Tendons are an essential and often neglected component of the musculoskeletal unit. Indispensable in transmitting force from muscle to bone, tendons undergo a huge amount of mechanical stress and provide considerable strength to movements.
The information on the basic biology of tendons is scarce and relatively little is known about the development of tendons, especially when taken as part of the musculoskeletal system.

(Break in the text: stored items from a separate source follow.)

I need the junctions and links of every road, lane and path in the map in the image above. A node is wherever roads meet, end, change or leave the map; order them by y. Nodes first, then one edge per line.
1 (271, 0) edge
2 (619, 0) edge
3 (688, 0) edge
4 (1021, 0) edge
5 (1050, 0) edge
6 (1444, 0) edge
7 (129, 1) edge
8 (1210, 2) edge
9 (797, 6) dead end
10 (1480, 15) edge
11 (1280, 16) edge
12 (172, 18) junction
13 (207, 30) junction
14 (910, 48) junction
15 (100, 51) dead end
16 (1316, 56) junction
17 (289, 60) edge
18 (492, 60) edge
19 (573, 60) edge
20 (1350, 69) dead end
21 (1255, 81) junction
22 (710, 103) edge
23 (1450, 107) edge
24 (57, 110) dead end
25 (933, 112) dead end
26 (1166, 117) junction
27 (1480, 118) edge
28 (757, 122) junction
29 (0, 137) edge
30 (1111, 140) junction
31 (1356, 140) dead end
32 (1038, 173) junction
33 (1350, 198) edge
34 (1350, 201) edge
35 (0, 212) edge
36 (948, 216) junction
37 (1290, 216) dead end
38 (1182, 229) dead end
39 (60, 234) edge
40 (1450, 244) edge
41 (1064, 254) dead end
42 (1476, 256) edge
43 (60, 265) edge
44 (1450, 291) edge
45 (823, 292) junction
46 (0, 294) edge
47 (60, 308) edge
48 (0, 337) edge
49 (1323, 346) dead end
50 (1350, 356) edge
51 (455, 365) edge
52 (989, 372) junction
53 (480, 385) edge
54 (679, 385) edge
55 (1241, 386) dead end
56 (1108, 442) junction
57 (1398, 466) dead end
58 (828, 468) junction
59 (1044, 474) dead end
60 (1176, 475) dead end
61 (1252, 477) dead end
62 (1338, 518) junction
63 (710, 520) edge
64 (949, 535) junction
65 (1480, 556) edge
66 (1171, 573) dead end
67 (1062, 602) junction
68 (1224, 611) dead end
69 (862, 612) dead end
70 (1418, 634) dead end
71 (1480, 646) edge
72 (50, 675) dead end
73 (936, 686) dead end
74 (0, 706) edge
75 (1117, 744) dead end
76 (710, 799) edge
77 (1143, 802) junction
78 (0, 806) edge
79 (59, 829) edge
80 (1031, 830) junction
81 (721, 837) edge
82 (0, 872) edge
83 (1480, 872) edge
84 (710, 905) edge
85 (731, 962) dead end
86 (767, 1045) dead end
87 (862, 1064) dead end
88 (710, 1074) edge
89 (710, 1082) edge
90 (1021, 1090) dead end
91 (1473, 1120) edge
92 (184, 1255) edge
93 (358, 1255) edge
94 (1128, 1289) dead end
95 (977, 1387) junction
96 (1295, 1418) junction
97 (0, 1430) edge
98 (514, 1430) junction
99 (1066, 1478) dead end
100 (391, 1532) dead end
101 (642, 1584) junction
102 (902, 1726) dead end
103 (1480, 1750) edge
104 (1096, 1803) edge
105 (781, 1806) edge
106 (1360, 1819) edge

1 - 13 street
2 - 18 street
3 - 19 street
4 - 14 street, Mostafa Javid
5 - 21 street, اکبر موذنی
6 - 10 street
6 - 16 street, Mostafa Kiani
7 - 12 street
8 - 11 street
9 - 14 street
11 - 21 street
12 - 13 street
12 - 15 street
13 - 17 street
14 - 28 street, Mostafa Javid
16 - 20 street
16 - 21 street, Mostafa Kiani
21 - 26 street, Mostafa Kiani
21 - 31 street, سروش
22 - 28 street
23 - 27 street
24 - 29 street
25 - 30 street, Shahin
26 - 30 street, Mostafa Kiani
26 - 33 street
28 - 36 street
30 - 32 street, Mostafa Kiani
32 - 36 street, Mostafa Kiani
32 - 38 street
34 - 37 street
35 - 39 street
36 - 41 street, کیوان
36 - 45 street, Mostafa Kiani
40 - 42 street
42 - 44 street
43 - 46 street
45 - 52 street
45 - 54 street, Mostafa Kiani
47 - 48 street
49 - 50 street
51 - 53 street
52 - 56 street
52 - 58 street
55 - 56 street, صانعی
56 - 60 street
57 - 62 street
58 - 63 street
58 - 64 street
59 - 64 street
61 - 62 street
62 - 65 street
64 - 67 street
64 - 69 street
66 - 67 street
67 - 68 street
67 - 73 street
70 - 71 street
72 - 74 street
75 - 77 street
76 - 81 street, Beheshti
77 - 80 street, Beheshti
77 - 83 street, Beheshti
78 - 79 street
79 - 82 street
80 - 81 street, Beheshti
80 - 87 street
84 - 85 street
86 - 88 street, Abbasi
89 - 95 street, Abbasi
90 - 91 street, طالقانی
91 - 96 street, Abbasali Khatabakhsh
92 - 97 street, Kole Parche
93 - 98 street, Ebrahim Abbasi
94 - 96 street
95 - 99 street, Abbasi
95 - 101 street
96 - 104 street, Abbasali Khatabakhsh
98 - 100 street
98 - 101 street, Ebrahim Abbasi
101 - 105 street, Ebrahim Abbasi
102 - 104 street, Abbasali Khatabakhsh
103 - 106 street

Whether it is through exercise, age or repetitive strains, tendons are often damaged and repair is poor. Athletes suffering tendon injuries are often in the news and subsequent performance rarely returns to normal. In many cases these injuries can results in the laying down of bone-like material within tendon tissue. Resulting in painful and debilitating conditions, the cellular processes underlying this mechanism are still poorly understood. The overall objective of Natasha’s study is to identify the basis of the mechanism that results in the ossification of tendons and recognise the role played by the resident tendon cell population.
Alongside her research, Natasha is a budding science writer. She says,
“I have found a passion for writing about science, as it allows me to creatively express my fascination for science.”

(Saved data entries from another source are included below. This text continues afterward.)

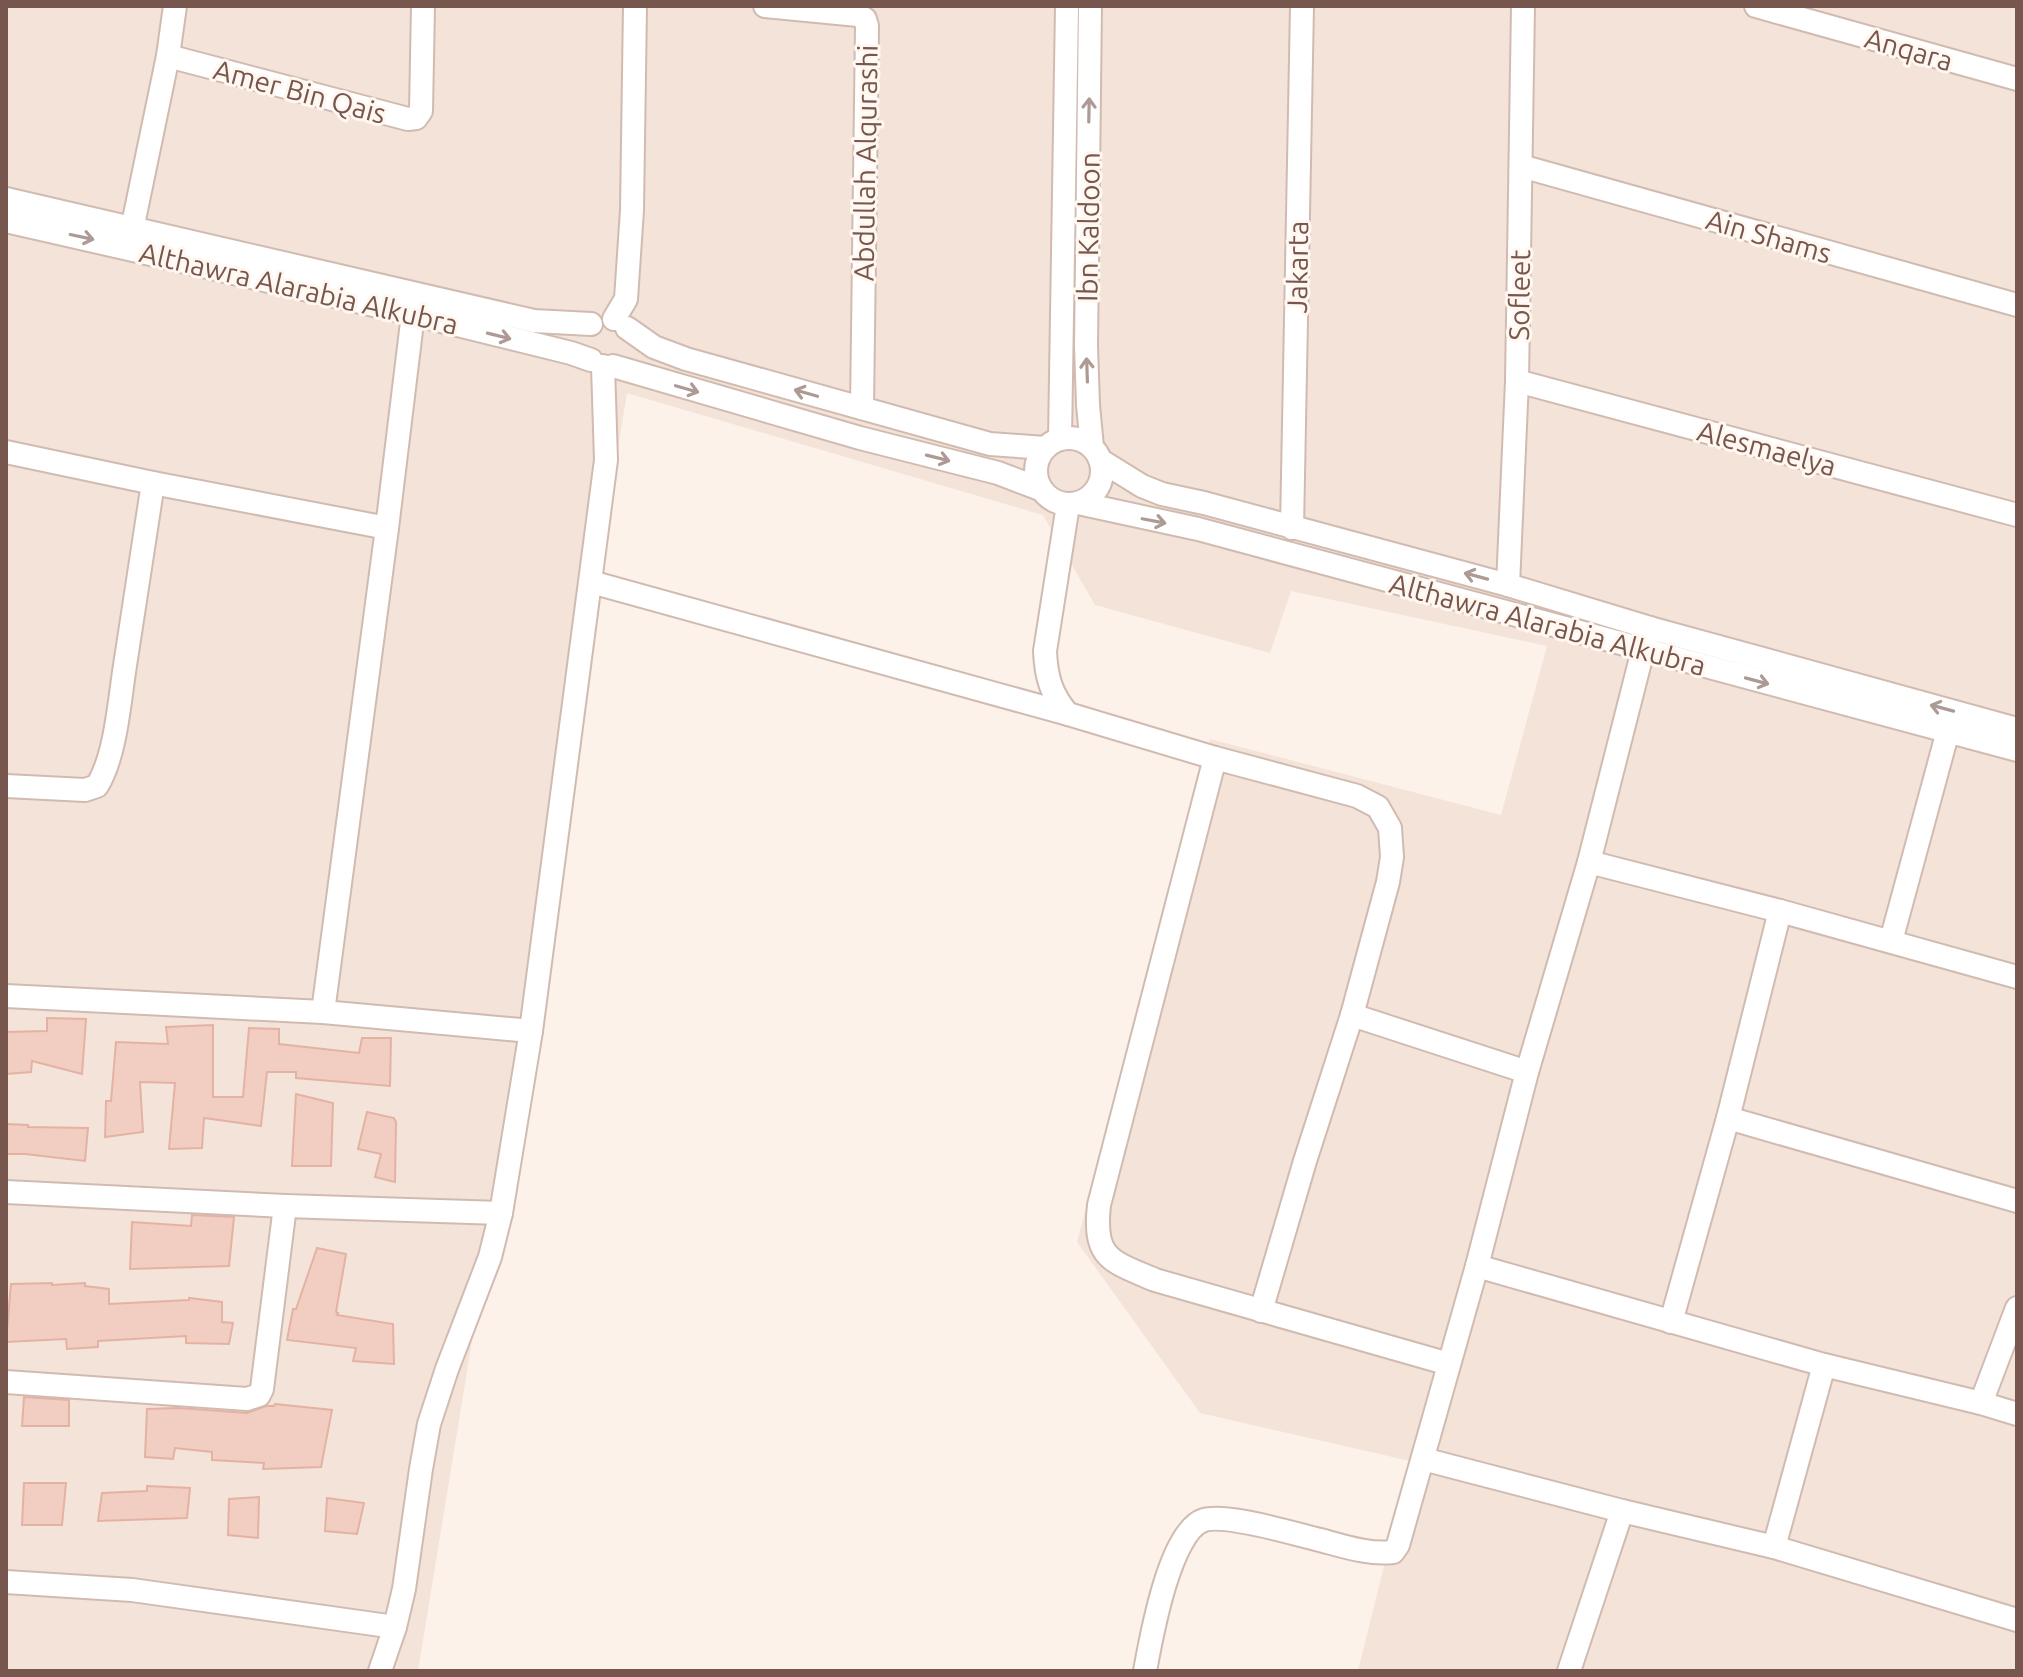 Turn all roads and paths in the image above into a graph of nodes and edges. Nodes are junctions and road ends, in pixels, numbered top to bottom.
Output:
1 (175, 6) edge
2 (423, 6) edge
3 (635, 6) edge
4 (765, 6) edge
5 (1067, 6) edge
6 (1090, 6) edge
7 (1302, 6) edge
8 (1523, 6) edge
9 (1756, 6) edge
10 (168, 56) junction
11 (2017, 79) edge
12 (1521, 166) junction
13 (6, 199) edge
14 (6, 221) edge
15 (130, 237) junction
16 (2017, 305) edge
17 (413, 314) junction
18 (591, 324) junction
19 (620, 324) junction
20 (602, 364) junction
21 (1517, 381) junction
22 (862, 408) junction
23 (1052, 444) junction
24 (6, 452) edge
25 (1096, 454) junction
26 (153, 483) junction
27 (1040, 489) junction
28 (1204, 503) junction
29 (1073, 504) junction
30 (2017, 515) edge
31 (387, 528) junction
32 (1292, 528) junction
33 (1198, 529) junction
34 (591, 582) junction
35 (1508, 585) junction
36 (1650, 628) junction
37 (1643, 650) junction
38 (1068, 714) junction
39 (2017, 729) edge
40 (1948, 731) junction
41 (2017, 750) edge
42 (1215, 758) junction
43 (6, 786) edge
44 (1589, 862) junction
45 (1780, 911) junction
46 (1891, 941) junction
47 (2017, 977) edge
48 (6, 996) edge
49 (323, 1012) junction
50 (1352, 1015) junction
51 (531, 1031) junction
52 (1527, 1072) junction
53 (1728, 1118) junction
54 (6, 1192) edge
55 (2017, 1201) edge
56 (285, 1206) junction
57 (501, 1213) junction
58 (1477, 1266) junction
59 (2017, 1308) edge
60 (1261, 1311) junction
61 (1671, 1322) junction
62 (1449, 1364) junction
63 (1824, 1365) junction
64 (6, 1382) edge
65 (1981, 1403) junction
66 (2017, 1414) edge
67 (1423, 1459) junction
68 (1622, 1511) junction
69 (1774, 1547) junction
70 (6, 1582) edge
71 (2017, 1620) edge
72 (395, 1627) junction
73 (380, 1671) edge
74 (1145, 1671) edge
75 (1569, 1671) edge

1 - 10 street
2 - 10 street, Amer Bin Qais
3 - 19 street
4 - 22 street, Abdullah Alqurashi
5 - 23 street, Ibn Kaldoon
25 -> 6 street, Ibn Kaldoon
7 - 32 street, Jakarta
8 - 12 street, Sofleet
9 - 11 street, Anqara
10 - 15 street
12 - 16 street, Ain Shams
12 - 21 street, Sofleet
13 - 15 street, Althawra Alarabia Alkubra
14 -> 15 street, Althawra Alarabia Alkubra
15 - 17 street, Althawra Alarabia Alkubra
15 - 18 street, Althawra Alarabia Alkubra
17 -> 20 street, Althawra Alarabia Alkubra
17 - 31 street
18 - 19 street
18 - 20 street
19 - 20 street
22 -> 19 street
20 -> 27 street, Althawra Alarabia Alkubra
20 - 34 street
21 - 30 street, Alesmaelya
21 - 35 street, Sofleet
22 - 23 street
23 - 25 street
23 - 27 street
24 - 26 street
25 - 28 street, Althawra Alarabia Alkubra
25 - 29 street
26 - 31 street
26 - 43 street
27 - 29 street
28 - 32 street, Althawra Alarabia Alkubra
28 - 33 street
29 -> 33 street, Althawra Alarabia Alkubra
29 - 38 street
31 - 49 street
35 -> 32 street, Althawra Alarabia Alkubra
33 - 37 street, Althawra Alarabia Alkubra
34 - 38 street
34 - 51 street
35 - 36 street, Althawra Alarabia Alkubra
36 - 37 street
39 -> 36 street, Althawra Alarabia Alkubra
37 -> 40 street, Althawra Alarabia Alkubra
37 - 44 street
38 - 42 street
40 - 41 street, Althawra Alarabia Alkubra
40 - 46 street
42 - 50 street
42 - 60 street
44 - 45 street
44 - 52 street
45 - 46 street
45 - 53 street
46 - 47 street
48 - 49 street
49 - 51 street
50 - 52 street
50 - 60 street
51 - 57 street
52 - 58 street
53 - 55 street
53 - 61 street
54 - 56 street
56 - 57 street
56 - 64 street
57 - 72 street
58 - 61 street
58 - 62 street
59 - 65 street
60 - 62 street
61 - 63 street
62 - 67 street
63 - 65 street
63 - 69 street
65 - 66 street
67 - 68 street
67 - 74 street
68 - 69 street
68 - 75 street
69 - 71 street
70 - 72 street
72 - 73 street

She currently runs a blog named ‘The Science Informant’ in which she explores various science topics, from why we faint to the psychology of appetite. She is also Science Editor of the University of Sussex’s newspaper, 'The Badger' and regularly contributes to various online magazines including 'Cosmos Magazine' and 'Guru Magazine'.
The article for New Scientist is based on the topic of her research – tissues turning into bones – and gives a broad, up-to-date view of the subject.
The piece covers:
- the debilitating disease FOP (Fibrodysplasia Ossificans Progressiva);
- an introduction to tendons, and how tendon ossification can affect most of the population;
- some exciting new therapy prospects being studied at the moment.
“A huge amount of work went into writing the 4 page feature – especially as I am a beginner to the field of science writing and New Scientist has such rigorous requirements – but being published in my favourite magazine is a huge thrill! I can’t wait to write the next one!”